Android Tablet Shipments Soar, Usage Hasn’t Shown Up Yet
Strategy Analytics came out with Q2 shipment estimates for tablets — which are supposed to exceed PC sales by the end of this year on a global basis. It’s now a critical market segment. The data show Android tablets with a solid “shipments share” lead over the iPad.
What the numbers appear to reflect is two-thirds Android market share vs. iOS. However that’s not reflected in actual usage, at least in North America, where the iPad has increased its share of Web traffic over Q1.
Collectively, according to Chitika, non-iPad tablets (essentially Android) are driving roughly 16 percent of all tablet-based Web traffic in North America. We may see that change in Q3 as all these tablet shipments perhaps translate into actual sales and usage.

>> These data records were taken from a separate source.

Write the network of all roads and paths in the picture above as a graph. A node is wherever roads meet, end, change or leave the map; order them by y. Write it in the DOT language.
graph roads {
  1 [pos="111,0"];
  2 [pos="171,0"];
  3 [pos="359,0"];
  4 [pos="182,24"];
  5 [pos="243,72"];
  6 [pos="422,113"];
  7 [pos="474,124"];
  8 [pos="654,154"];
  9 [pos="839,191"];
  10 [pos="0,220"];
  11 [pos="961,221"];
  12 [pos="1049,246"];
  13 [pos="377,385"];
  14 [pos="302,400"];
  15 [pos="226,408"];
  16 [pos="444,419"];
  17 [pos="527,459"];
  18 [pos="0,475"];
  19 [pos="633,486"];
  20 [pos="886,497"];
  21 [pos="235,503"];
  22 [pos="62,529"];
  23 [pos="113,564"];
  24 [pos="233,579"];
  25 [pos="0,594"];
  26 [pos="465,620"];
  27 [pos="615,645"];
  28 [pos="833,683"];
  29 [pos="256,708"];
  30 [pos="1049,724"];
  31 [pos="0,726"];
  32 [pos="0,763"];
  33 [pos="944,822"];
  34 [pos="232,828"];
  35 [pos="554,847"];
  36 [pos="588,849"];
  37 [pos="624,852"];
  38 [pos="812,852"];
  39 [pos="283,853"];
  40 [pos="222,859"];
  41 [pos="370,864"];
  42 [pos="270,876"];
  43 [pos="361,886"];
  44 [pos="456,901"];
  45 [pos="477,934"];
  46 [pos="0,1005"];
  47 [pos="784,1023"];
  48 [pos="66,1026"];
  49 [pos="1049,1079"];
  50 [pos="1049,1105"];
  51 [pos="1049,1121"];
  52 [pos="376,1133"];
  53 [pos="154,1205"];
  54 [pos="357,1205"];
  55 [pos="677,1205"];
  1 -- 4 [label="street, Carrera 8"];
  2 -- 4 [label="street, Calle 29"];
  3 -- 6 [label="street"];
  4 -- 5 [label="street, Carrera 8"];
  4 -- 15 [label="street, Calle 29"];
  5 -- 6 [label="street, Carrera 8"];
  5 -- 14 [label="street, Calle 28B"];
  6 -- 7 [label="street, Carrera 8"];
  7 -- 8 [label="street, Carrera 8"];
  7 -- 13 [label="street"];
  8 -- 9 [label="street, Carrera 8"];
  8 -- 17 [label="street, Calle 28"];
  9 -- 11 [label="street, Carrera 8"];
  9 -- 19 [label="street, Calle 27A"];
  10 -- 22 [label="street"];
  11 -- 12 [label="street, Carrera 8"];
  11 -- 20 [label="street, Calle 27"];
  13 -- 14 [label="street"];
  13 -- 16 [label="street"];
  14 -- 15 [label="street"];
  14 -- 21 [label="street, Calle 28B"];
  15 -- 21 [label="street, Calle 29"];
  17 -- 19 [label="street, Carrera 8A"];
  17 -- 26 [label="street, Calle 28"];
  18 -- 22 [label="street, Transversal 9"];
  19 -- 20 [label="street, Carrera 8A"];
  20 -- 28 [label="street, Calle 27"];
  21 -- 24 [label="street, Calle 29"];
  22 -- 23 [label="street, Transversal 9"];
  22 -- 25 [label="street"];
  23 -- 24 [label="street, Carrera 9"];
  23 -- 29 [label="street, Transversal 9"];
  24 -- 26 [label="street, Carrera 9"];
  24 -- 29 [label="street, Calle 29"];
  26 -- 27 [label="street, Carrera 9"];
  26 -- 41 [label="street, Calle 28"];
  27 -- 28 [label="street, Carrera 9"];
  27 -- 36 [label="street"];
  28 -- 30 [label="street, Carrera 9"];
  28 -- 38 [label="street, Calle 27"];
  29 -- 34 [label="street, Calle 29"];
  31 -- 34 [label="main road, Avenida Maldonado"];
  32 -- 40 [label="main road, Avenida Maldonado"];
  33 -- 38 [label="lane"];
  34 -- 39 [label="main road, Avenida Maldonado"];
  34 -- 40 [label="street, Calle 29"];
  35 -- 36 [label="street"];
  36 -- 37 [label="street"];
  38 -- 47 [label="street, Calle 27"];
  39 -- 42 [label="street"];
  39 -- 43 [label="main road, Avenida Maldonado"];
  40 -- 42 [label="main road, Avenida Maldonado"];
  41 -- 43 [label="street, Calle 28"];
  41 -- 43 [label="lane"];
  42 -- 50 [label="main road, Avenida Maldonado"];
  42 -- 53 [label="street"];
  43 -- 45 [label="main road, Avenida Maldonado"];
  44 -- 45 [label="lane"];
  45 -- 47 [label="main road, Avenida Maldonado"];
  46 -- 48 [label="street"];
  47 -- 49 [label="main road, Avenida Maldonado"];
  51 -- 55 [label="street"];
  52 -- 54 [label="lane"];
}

I was in Best Buy last night buying a MacBook Air for my daughter. While Microsoft (including Surface) now has a prominent presence in the store, in terms of tablets, it’s really the iPad or iPad Mini vs. a sea of Android devices (Samsung, Lenovo, Acer, Asus, etc.). Amazon/Kindle is essentially the only standout Android tablet. Even the Nexus 7 is lost in the array of lookalike Android devices.
On the smartphone front, Kantar Worldpanel ComTech released market share figures for the US for Q2. They show the iPhone increasing share, Android essentially flat and BlackBerry bottoming out. However the firm also shows increasing Windows phone adoption.
Source: Kantar Worldpanel ComTech
When it comes to the growth of Windows phones, these data are curious. In Nokia’s recent earnings release the company, which is the leading maker of Windows handsets, reported selling 7.4 million Lumia unit sales globally. However, in North America, the company sold roughly 500,000 devices vs. 600,000 last quarter.
Accordingly, demand for Lumia and Windows declined in North America from Q1. The US comScore data (May 2013) also reflect a decline in Windows Phone share in the US market. The Nokia and comScore data thus appear to contradict the Kantar figures to some degree.